Detectron2 provide a config dictionary, so that you can easily setup your experiment.
Following is an example, you may need to substitute filenames and parameters as needed.
cfg = get_cfg()
cfg.merge_from_file(model_zoo.get_config_file(“COCODetection/faster_rcnn_R_50_FPN_3x.yaml”))

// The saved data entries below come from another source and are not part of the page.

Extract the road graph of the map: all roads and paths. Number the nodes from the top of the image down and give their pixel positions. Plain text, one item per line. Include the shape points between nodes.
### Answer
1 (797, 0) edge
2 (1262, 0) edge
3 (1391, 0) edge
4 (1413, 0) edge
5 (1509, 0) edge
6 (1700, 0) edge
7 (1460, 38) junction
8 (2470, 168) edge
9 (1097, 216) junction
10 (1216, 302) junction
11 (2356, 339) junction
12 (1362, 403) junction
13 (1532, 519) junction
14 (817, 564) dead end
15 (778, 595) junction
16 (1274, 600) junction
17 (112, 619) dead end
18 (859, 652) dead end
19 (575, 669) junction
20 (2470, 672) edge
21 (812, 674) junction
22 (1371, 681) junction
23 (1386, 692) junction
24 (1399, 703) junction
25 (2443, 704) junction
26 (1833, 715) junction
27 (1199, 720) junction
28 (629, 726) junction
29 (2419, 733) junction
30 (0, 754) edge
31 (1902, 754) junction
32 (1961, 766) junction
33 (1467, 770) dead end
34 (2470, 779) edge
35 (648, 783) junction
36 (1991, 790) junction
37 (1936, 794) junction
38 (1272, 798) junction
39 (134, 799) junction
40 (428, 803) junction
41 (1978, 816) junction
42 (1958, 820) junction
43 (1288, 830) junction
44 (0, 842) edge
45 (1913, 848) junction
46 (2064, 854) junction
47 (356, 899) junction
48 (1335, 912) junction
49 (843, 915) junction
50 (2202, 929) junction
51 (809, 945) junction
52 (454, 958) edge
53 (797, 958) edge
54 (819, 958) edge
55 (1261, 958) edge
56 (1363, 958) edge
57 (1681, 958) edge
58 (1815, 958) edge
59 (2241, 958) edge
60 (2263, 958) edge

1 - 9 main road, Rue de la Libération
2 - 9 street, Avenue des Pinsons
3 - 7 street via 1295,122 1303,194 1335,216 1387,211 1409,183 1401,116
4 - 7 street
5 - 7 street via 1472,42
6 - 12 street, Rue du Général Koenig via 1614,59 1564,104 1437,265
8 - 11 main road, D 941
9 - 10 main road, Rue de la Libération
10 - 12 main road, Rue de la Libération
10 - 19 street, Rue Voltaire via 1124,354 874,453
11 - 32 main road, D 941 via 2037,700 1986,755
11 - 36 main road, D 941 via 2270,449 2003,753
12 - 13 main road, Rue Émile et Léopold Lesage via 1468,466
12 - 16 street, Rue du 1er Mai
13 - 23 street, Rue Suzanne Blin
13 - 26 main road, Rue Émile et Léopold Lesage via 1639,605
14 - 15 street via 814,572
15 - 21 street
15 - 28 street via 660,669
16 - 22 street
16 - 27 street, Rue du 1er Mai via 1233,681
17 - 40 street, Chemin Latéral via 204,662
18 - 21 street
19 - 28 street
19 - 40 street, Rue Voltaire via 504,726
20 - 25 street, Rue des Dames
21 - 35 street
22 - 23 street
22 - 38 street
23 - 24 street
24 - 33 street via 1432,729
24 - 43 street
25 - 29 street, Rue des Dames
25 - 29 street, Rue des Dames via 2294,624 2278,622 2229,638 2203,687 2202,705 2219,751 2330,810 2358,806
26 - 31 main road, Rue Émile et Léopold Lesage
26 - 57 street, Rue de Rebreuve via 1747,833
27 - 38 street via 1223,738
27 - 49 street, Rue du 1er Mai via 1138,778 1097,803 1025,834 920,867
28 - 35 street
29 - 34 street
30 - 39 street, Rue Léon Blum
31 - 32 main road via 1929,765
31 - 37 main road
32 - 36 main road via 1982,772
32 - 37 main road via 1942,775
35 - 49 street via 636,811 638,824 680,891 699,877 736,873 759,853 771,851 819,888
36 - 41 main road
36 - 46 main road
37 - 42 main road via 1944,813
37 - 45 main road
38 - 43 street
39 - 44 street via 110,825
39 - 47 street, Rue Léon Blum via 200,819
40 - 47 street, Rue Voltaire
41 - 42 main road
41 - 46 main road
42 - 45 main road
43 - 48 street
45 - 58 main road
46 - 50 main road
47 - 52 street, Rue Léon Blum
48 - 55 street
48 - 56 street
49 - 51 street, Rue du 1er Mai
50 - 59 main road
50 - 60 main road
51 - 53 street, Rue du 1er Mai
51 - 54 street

cfg.OUTPUT_DIR = ‘MyVOCTraining’
cfg.DATASETS.TRAIN = (“voc_2007_train”,)
cfg.DATASETS.TEST = ()
cfg.DATALOADER.NUM_WORKERS = 1
cfg.MODEL.WEIGHTS = model_zoo.get_checkpoint_url(“COCODetection/faster_rcnn_R_50_FPN_3x.yaml”) # Let training initialize
from model zoo
cfg.SOLVER.IMS_PER_BATCH = 1
cfg.SOLVER.BASE_LR = 0.00025 # pick a good LR
cfg.SOLVER.MAX_ITER = 3000
cfg.MODEL.ROI_HEADS.BATCH_SIZE_PER_IMAGE = 128
cfg.MODEL.ROI_HEADS.NUM_CLASSES = 20
You can choose a model with cfg.merge_from_file() and set initial weights with
cfg.MODEL.WEIGHTS. You can choose training/testing dataset with
cfg.DATASETS.TRAIN/TEST.
You can also find another example in Detectron2’s official tutorial at
https://colab.research.google.com/drive/16jcaJoc6bCFAQ96jDe2HwtXj7BMD_-m5#scrollTo=7unkuuiqLdqd .
b) Dataset:
We will use the Pascal VOC dataset for object detection (pretrained model is trained
on MSCOCO dataset). You will need to download the dataset to Colab but you don’t
need to prepare the dataset by yourself.
To download the dataset, you can use following code in Colab
!wget
http://host.robots.ox.ac.uk/pascal/VOC/voc2007/VOCtrainval_06-
Nov-2007.tar
!tar -xvf VOCtrainval_06-Nov-2007.tar
Detectron2 uses “datasets” as the default directory for data. Change folder name to
“datasets/VOC2007” by using !mv VOCdevkit datasets
c) Evaluation:
Detectron2 provides a high-level evaluator for Pascal VOC, you can use it simply as:
from detectron2.evaluation import PascalVOCDetectionEvaluator.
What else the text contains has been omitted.